Apertou novamente o cristal, sentiu a leve dor da transformação enquanto fechava os olhos e ouviu outro sibilar dentro de si, trabalhar naquela mansão seria muito mais difícil do que ela pensou no começo.

O almoço foi servido prontamente pelos dois cozinheiros, que não ficaram próximos aos patrões para assisti-los, se sentaram em uma pequena mesa na área de serviço e passaram a comentar enquanto almoçavam.
— Eu sei que esta é a casa dele, mas custava se anunciar antes de entrar? E passar com aquele peito suado e peludo perto de você como se fosse nada? — Começou Lucas ainda enojado.
— Não foi nada tão grave assim, ok? Eu só me surpreendi pelo estresse do primeiro dia, nós vamos nos acostumar com o tempo, são nossos contratantes, eles merecem se sentir à vontade.
— Eu não sei onde você trabalhava antes mas, eu tô acostumado a ser freelancer para famílias ricas daqui, e grande parte dos senhores sempre se apresentaram com...— O homem sentado à sua frente gesticulava nervosamente, tentando emular a classe das outras casas, porém se parecia mais como alguém que tentava emular as asas de um pavão, e a negra se controlava para não rir.

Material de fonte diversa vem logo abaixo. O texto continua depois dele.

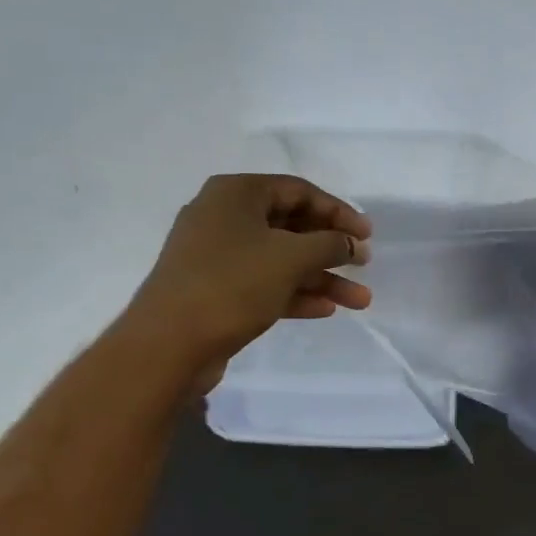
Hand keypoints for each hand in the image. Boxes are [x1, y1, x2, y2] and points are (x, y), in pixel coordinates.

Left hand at [128, 174, 372, 379]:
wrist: (168, 344)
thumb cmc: (232, 284)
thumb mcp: (291, 257)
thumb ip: (329, 244)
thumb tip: (351, 243)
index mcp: (236, 194)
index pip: (298, 191)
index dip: (338, 211)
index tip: (367, 235)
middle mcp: (224, 217)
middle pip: (291, 226)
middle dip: (331, 249)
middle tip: (363, 265)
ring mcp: (217, 256)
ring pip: (280, 260)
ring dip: (320, 278)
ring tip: (359, 301)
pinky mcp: (216, 290)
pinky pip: (264, 283)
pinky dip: (295, 294)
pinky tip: (326, 309)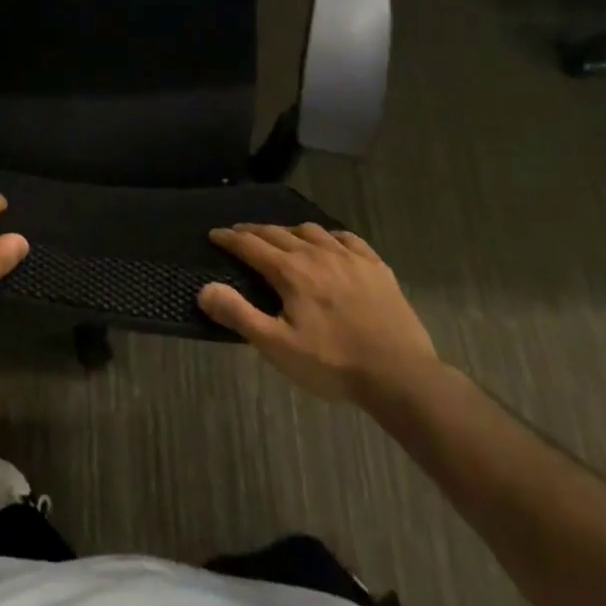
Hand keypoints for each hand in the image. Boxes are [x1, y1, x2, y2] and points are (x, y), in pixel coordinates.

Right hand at [197, 224, 440, 406]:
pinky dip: (330, 236)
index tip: (214, 234)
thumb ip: (239, 315)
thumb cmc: (333, 363)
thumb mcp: (278, 347)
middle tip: (239, 234)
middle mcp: (316, 253)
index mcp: (290, 271)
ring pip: (311, 230)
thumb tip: (204, 290)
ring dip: (289, 231)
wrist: (400, 375)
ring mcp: (349, 257)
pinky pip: (347, 238)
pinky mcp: (376, 266)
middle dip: (254, 231)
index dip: (229, 238)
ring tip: (282, 237)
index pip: (250, 245)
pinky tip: (329, 243)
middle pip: (278, 233)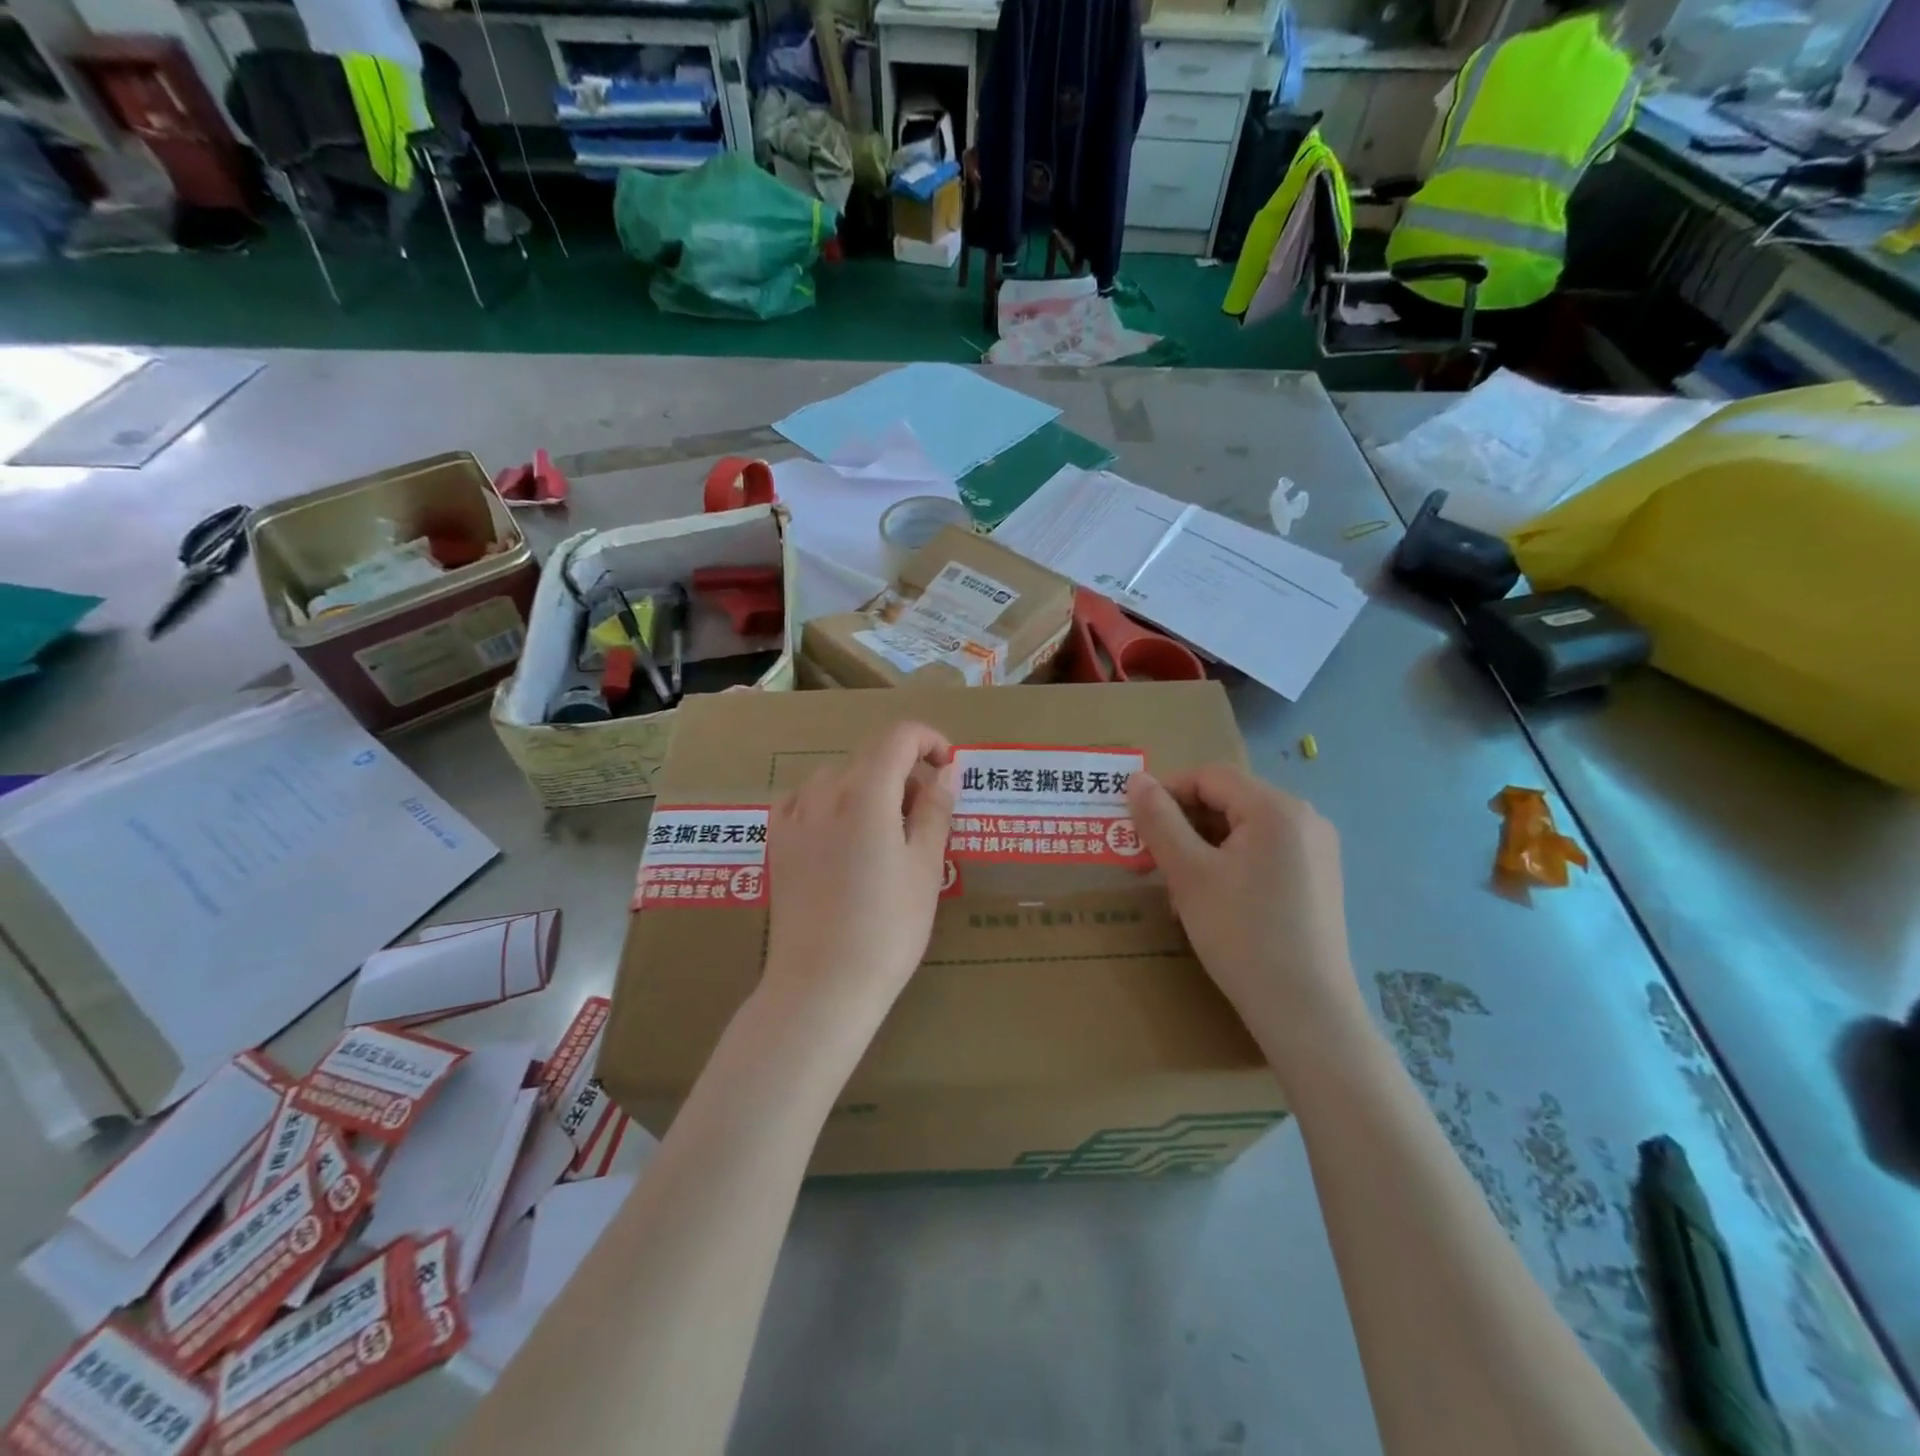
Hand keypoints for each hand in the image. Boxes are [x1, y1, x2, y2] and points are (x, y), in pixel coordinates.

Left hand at [764, 721, 957, 1008]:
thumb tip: (945, 770)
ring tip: (885, 834)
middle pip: (869, 757)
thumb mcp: (925, 867)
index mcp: (865, 793)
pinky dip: (831, 804)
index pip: (898, 737)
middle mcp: (823, 792)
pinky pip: (804, 800)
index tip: (948, 769)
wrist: (822, 984)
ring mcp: (793, 817)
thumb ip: (935, 809)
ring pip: (837, 777)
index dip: (929, 741)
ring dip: (868, 788)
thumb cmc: (887, 928)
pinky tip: (841, 835)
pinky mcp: (776, 843)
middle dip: (904, 773)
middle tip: (925, 820)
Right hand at [1127, 765, 1365, 1058]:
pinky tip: (1210, 900)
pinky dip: (1229, 864)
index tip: (1134, 824)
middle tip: (1149, 860)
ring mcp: (1316, 850)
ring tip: (1176, 888)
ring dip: (1201, 847)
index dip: (1166, 792)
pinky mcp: (1318, 879)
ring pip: (1242, 829)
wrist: (1306, 1011)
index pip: (1210, 776)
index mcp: (1277, 808)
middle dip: (1182, 824)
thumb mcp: (1189, 874)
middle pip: (1228, 800)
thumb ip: (1159, 820)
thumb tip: (1136, 780)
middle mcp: (1304, 818)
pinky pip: (1263, 853)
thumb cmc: (1242, 934)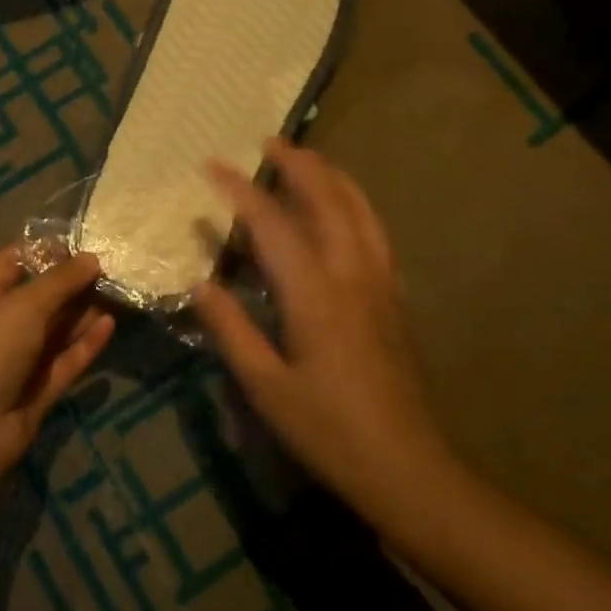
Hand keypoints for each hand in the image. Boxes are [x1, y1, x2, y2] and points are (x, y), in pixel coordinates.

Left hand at [0, 247, 115, 478]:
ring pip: (55, 330)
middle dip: (72, 282)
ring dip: (82, 313)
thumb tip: (91, 258)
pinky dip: (84, 344)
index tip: (86, 242)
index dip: (48, 250)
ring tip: (119, 292)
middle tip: (113, 267)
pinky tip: (110, 325)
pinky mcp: (35, 391)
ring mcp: (16, 360)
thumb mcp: (23, 305)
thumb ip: (60, 281)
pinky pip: (63, 361)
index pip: (15, 261)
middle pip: (39, 296)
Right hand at [193, 141, 460, 541]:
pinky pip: (375, 231)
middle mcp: (351, 274)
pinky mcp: (395, 298)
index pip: (271, 222)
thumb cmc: (329, 431)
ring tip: (307, 159)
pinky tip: (345, 209)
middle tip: (268, 141)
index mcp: (314, 293)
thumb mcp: (266, 387)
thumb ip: (231, 329)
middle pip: (326, 199)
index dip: (239, 189)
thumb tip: (201, 284)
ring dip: (331, 176)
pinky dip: (355, 204)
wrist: (410, 469)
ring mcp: (380, 283)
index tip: (212, 165)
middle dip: (296, 164)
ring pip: (359, 209)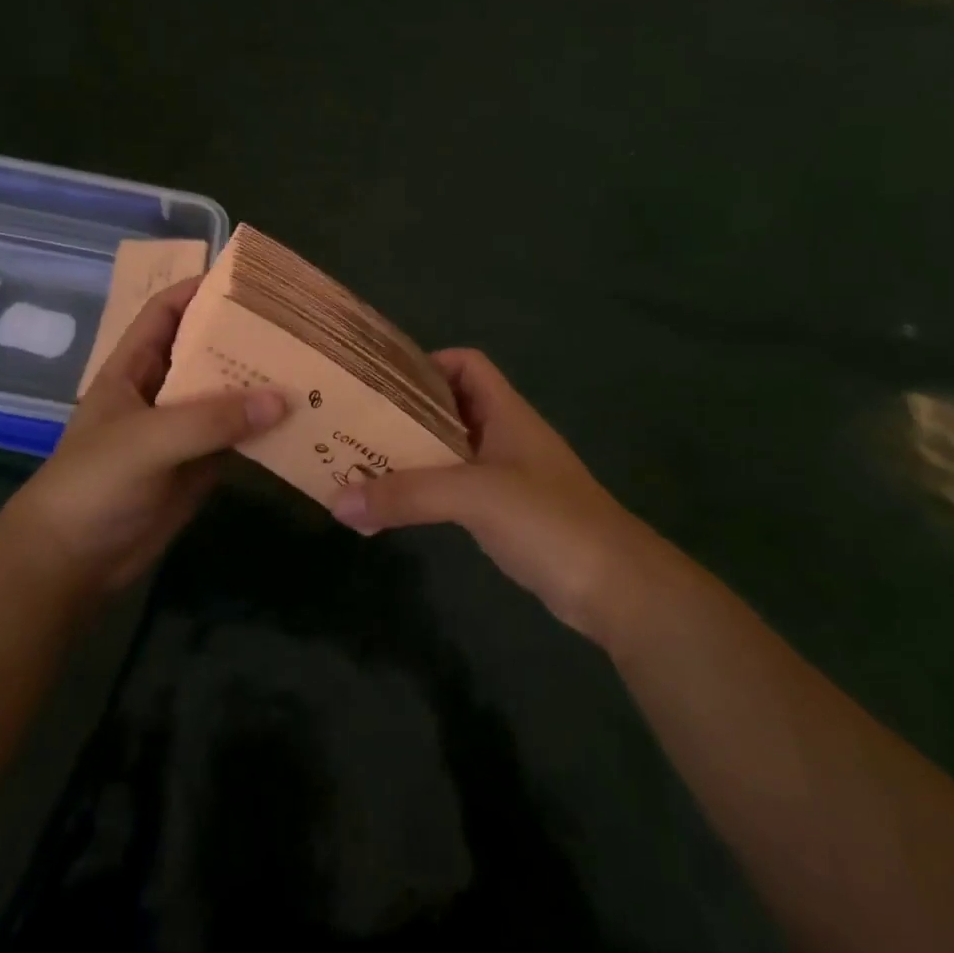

— Mais educação?— Tentou ela,

— Isso! E além do mais, em que ano estamos?— Em dois mil e vinte três.— Pois é, e como que no século vinte um ainda existem homens que não se depilam? E onde ele vai parar com aquele cabelo? Em que mundo ele vive?—Se ele e a mulher dele estão satisfeitos, quem somos nós para opinar, não?— Pessoas sen-sa-tas. — Disse ele por fim, Zanri discordava das reprovações e admitia que sentia atraída pela certa selvageria no corpo de Adam que fazia um contraste interessante com o intelectual que ele aparentava na maior parte do tempo. Mas concordou com sinais, e alguns sorrisos tudo o que o outro disse, não queria e nem podia revelar o que realmente passava em sua cabeça todas as vezes que aquela imagem voltava, se deixasse tais sensações crescerem dentro dela, ela seria incapaz de sobreviver naquele emprego.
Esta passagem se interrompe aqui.